Abstract 16518: Inhibition of Inositol (1,4,5)-Trisphosphate Signaling in the Mouse Heart Attenuates Cardiac Hypertrophy after GPCR Stimulation.
Introduction: Alterations in intracellular calcium (Ca2+) handling is hypothesized to underlie cardiac disease through activating calcium-dependent signaling pathways such as calcineurin. However the true nature of the Ca2+ alteration that induces reactive signaling remains unknown, especially given the backdrop of cyclical release of Ca2+ in the heart. Ca2+ release from cardiac inositol (1,4,5)-trisphosphate (IP3) receptors may produce a specialized microdomain for activating calcium-sensitive signaling pathways. IP3-sponge (IP3SP) is a recombinant protein generated from IP3 binding core in IP3 receptor (IP3R) which displays 500-fold higher affinity to IP3 compared with IP3Rs and inhibits IP3 signaling by chelating IP3 in vitro.

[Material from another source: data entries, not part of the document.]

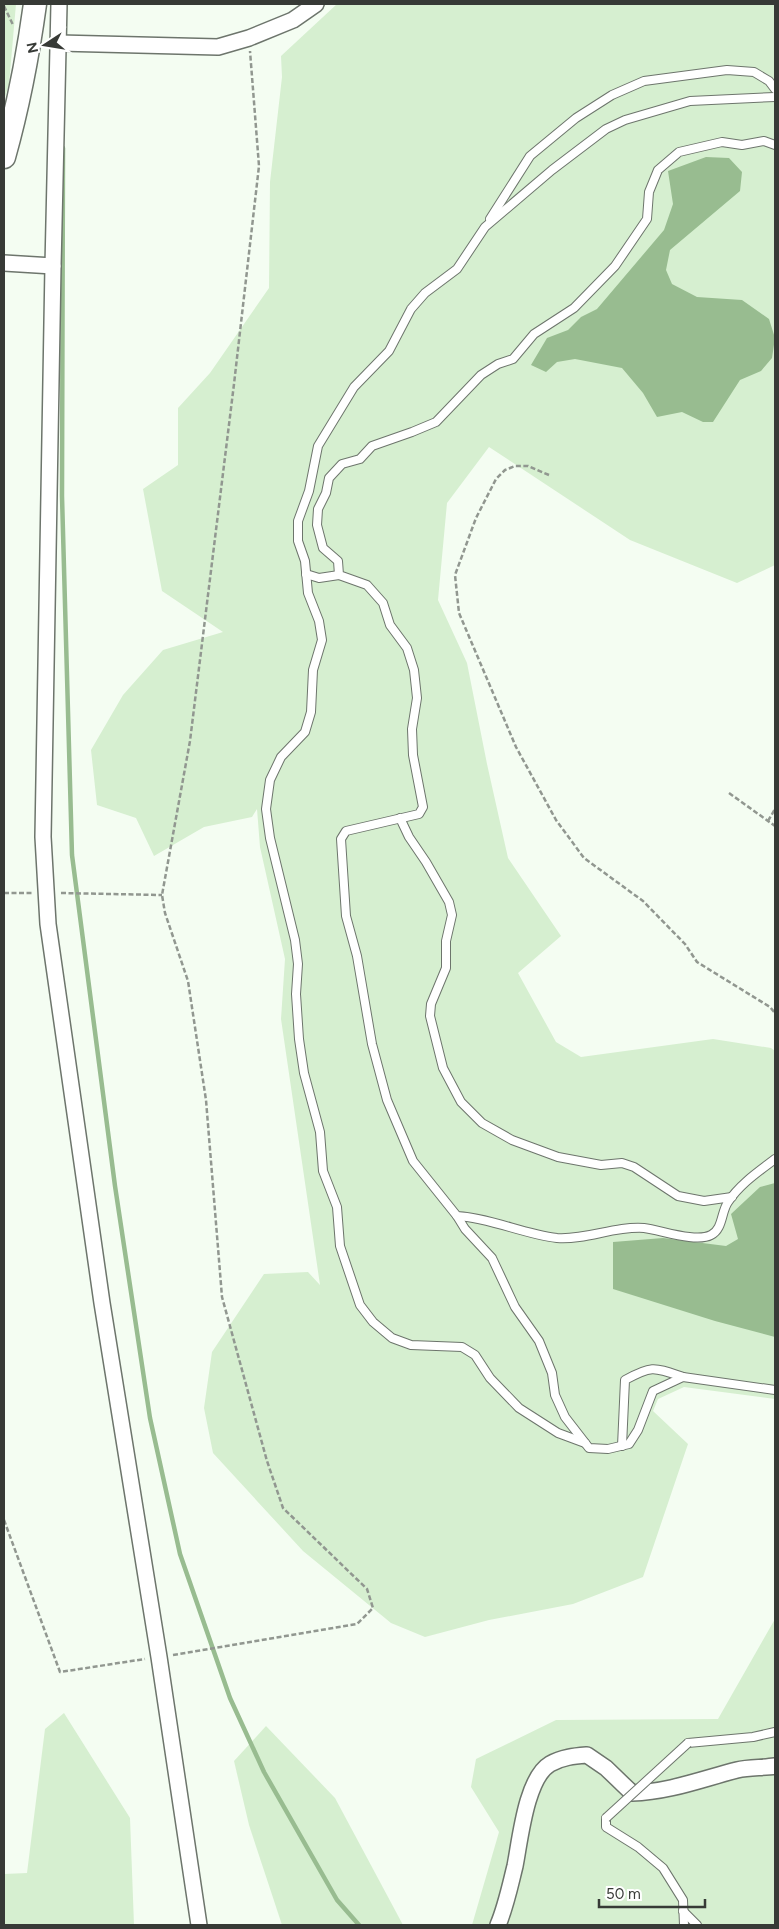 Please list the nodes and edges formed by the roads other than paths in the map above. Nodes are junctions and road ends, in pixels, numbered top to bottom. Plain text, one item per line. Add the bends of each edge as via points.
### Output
1 (34, 4) edge
2 (59, 4) edge
3 (316, 4) edge
4 (59, 43) junction
5 (775, 89) edge
6 (775, 97) edge
7 (775, 145) edge
8 (4, 157) edge
9 (485, 227) junction
10 (4, 263) edge
11 (52, 266) junction
12 (306, 574) junction
13 (339, 575) junction
14 (400, 818) junction
15 (775, 1159) edge
16 (732, 1197) junction
17 (457, 1216) junction
18 (683, 1377) junction
19 (775, 1390) edge
20 (585, 1443) junction
21 (622, 1446) junction
22 (775, 1732) edge
23 (775, 1766) edge
24 (683, 1911) junction
25 (199, 1925) edge
26 (498, 1925) edge
27 (684, 1925) edge
28 (697, 1925) edge

1 - 8 main road via 30,43
2 - 4 street
3 - 4 street via 293,20 218,47
4 - 11 street
5 - 9 lane via 754,72 727,70 644,81 612,95 576,118 530,156
6 - 9 lane via 690,101 625,120 606,129 552,170
7 - 13 lane via 722,142 678,152 658,170 649,192 647,219 614,266 574,308 534,334 513,359 480,375 436,422 372,446 360,459 342,464 329,478 318,509 317,525 323,548 338,561
9 - 12 lane via 457,269 425,292 411,309 388,351 354,387 318,446 298,521 298,541 306,561
10 - 11 street
11 - 25 street via 43,837 48,924 102,1303
12 - 13 lane via 319,578
12 - 20 lane via 308,593 319,621 322,640 313,670 311,712 305,732 281,757 270,780 266,809 295,940 299,1039 304,1073 320,1132 323,1171 337,1207 340,1246 360,1305 373,1322 392,1338 411,1345 462,1348 476,1355 490,1378 519,1408 558,1433
13 - 14 lane via 367,585 383,602 390,625 406,648 414,670 417,698 412,729 413,755 423,807 418,814
14 - 16 lane via 449,902 452,915 446,940 446,968 431,1004 430,1016 443,1068 461,1102 482,1123 512,1140 558,1157 601,1165 622,1163 634,1167 678,1196 704,1201
14 - 17 lane via 346,831 341,839 346,916 386,1100 413,1161
15 - 16 lane via 746,1180
16 - 17 lane via 718,1230 699,1238 644,1228 558,1238 475,1217
17 - 20 lane via 492,1258 515,1307 539,1341 552,1373 555,1395 565,1417
18 - 19 lane
18 - 21 lane via 653,1391 638,1430 629,1444
18 - 21 lane via 662,1370 644,1369 625,1380
20 - 21 lane via 589,1448
22 - 24 lane, bridge via 688,1743 606,1818 606,1827 663,1868 683,1900
23 - 26 street via 739,1770 678,1788 632,1793 587,1755 564,1758 549,1765 531,1793 507,1902
24 - 27 lane
24 - 28 lane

Hypothesis and Methods: To determine if inhibition of Ca2+ release from IP3R attenuates cardiac growth and deleterious signaling, we generated transgenic (TG) mice with cardiac-specific expression of the IP3SP protein. [Results] Two TG lines were obtained and the higher expressing line was characterized. In adult cardiomyocytes, IP3SP expression alleviated alterations of Ca2+ transients after endothelin-1 stimulation, suggesting chelating IP3 by transgene is physiologically functional. IP3SP TG mice showed no overt cardiac phenotype in terms of heart weight/body weight (HW/BW) (mg/g) ratio, fibrosis and fetal gene expression at three months of age. Angiotensin II stimulation, which is reported to induce Ca2+ release from IP3R in vitro, mediated less cardiac hypertrophy in the TG mice compared with controls (5.1±0.1, n=5 vs 5.9±0.7, n=5 in HW/BW ratio, p<.05). In addition, chronic PKA activation, which is reported to phosphorylate IP3Rs and sensitize its Ca2+ release in response to IP3, also elicited less cardiotrophic responses in IP3SP TG mice (5.7±0.1, n=6 vs 6.4±0.2 n=7 in HW/BW ratio, p<.05). In contrast, IP3SP expression failed to mitigate cardiac growth in HW/BW ratio (7.1±0.2, n=5 vs 6.9±0.2 n=8, n.s) following transverse aortic constriction. Thus, our results suggest IP3 signaling regulates cardiac hypertrophy in response to select stimuli. [Conclusion] Targeted inhibition of IP3 signaling in the heart attenuates cardiac hypertrophy in response to G-protein coupled receptor stimulation.
- © 2010 by American Heart Association, Inc.